═══ DATA FOR THIS EXERCISE ═══
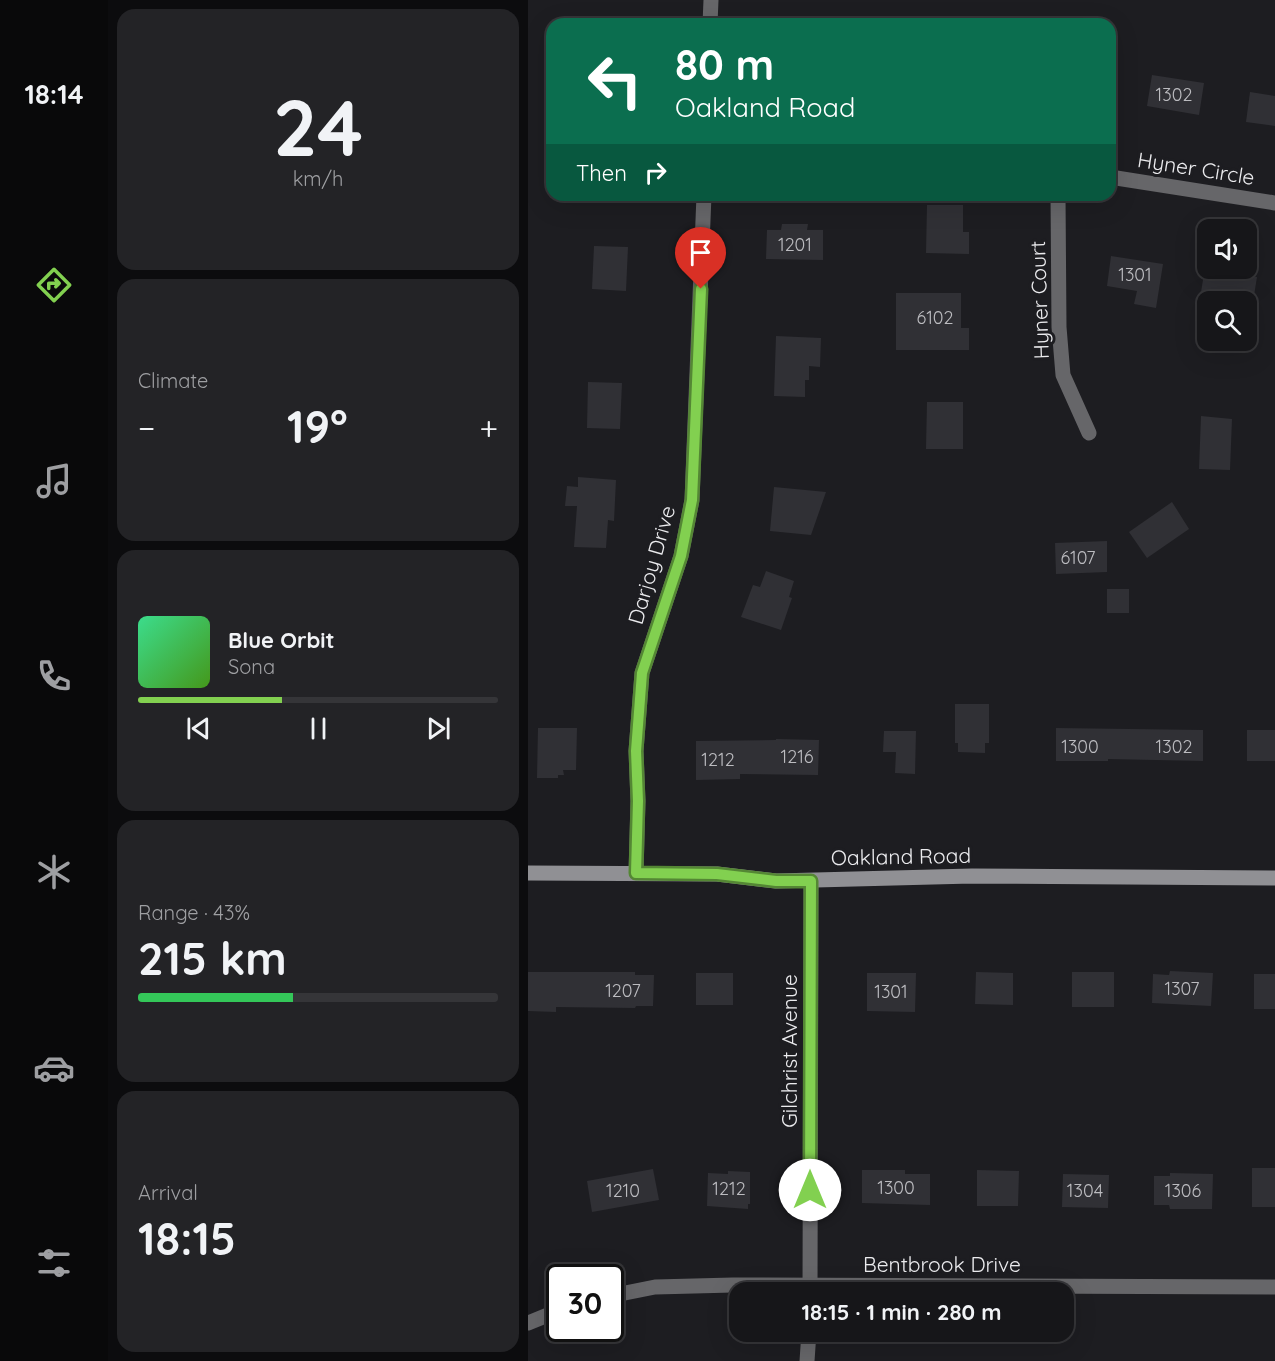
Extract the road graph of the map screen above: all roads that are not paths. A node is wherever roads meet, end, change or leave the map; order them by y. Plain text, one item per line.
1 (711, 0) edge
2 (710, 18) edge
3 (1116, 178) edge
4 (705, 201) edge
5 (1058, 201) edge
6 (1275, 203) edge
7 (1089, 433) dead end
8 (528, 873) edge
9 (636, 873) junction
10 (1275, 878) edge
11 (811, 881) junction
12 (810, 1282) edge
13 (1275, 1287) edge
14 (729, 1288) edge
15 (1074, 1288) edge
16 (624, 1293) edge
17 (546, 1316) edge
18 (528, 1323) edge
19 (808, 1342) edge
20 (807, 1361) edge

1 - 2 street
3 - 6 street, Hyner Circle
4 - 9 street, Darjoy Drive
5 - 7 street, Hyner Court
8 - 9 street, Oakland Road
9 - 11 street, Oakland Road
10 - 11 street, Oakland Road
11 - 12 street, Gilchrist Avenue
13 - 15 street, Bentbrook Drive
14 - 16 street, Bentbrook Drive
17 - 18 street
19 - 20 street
═══
═══ DATA FOR THIS EXERCISE ═══
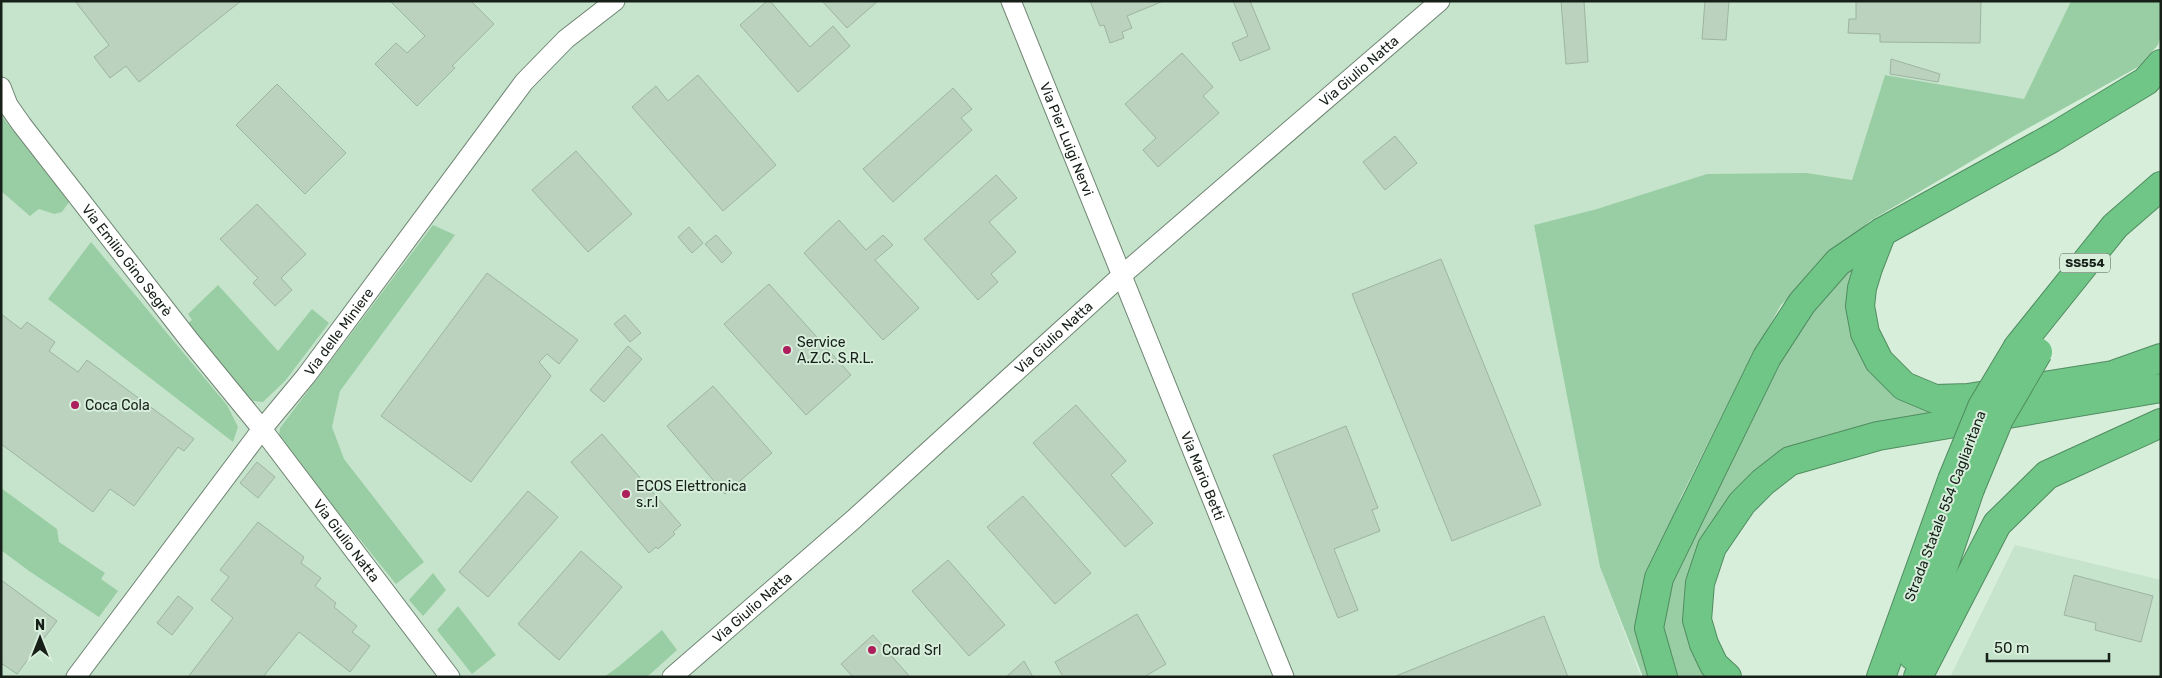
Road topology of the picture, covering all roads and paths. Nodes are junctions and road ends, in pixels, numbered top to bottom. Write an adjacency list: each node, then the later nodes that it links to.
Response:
═══
═══ DATA FOR THIS EXERCISE ═══
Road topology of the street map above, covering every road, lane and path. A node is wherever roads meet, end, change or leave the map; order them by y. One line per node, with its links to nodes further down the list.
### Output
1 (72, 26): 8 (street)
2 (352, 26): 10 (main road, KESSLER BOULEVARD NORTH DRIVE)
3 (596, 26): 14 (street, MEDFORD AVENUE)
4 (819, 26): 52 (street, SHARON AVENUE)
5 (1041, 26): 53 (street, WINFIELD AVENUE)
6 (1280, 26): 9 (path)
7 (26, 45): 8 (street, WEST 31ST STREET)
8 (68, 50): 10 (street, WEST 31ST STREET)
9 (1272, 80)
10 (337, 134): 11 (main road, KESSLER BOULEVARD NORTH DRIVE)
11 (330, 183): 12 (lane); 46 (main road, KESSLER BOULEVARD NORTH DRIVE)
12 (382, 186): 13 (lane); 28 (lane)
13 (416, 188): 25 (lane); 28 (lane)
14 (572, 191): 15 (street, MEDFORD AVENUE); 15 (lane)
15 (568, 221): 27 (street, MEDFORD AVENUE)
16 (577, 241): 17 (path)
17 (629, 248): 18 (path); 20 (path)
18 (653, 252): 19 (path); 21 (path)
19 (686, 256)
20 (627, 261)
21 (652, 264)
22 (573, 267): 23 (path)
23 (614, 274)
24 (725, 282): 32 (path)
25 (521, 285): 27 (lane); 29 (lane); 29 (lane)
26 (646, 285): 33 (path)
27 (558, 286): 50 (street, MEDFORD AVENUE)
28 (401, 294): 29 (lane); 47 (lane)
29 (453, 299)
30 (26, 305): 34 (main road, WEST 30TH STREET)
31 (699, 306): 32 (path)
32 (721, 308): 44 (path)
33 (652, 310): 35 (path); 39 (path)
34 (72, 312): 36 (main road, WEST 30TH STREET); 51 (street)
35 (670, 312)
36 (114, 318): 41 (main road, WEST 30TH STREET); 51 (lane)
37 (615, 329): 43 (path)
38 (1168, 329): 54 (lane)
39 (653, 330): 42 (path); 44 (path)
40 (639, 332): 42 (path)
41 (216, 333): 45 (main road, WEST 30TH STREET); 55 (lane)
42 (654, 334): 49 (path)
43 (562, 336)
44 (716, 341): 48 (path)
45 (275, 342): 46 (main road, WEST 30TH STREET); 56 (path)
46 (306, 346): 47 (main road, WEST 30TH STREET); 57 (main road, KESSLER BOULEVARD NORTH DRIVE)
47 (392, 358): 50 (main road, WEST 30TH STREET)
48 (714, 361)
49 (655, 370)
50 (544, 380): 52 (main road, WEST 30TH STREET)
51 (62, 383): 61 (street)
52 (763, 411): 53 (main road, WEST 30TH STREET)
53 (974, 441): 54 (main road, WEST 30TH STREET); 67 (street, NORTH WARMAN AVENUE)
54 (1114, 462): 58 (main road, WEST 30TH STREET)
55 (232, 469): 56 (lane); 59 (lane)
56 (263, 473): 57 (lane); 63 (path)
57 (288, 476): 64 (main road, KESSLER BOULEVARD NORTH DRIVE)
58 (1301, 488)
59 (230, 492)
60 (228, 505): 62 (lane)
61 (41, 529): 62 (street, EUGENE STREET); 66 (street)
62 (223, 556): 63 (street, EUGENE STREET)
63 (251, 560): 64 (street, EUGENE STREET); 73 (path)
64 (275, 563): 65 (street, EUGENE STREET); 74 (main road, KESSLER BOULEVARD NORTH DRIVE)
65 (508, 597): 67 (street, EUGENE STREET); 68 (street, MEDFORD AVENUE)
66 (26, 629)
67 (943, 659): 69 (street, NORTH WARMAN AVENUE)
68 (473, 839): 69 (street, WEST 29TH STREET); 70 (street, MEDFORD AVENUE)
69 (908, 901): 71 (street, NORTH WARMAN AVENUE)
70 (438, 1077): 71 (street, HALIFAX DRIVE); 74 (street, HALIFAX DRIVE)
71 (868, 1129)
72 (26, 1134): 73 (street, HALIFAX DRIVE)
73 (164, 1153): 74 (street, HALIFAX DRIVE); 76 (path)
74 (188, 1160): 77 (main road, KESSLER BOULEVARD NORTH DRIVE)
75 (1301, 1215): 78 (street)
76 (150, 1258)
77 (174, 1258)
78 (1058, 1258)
═══
**PROBLEM DESCRIPTION:**
Pull out every line of the records above that contains the word "covering".

**TASK RESULT:**
Road topology of the picture, covering all roads and paths. Nodes are junctions and road ends, in pixels, numbered top to bottom. Write an adjacency list: each node, then the later nodes that it links to.
Road topology of the street map above, covering every road, lane and path. A node is wherever roads meet, end, change or leave the map; order them by y. One line per node, with its links to nodes further down the list.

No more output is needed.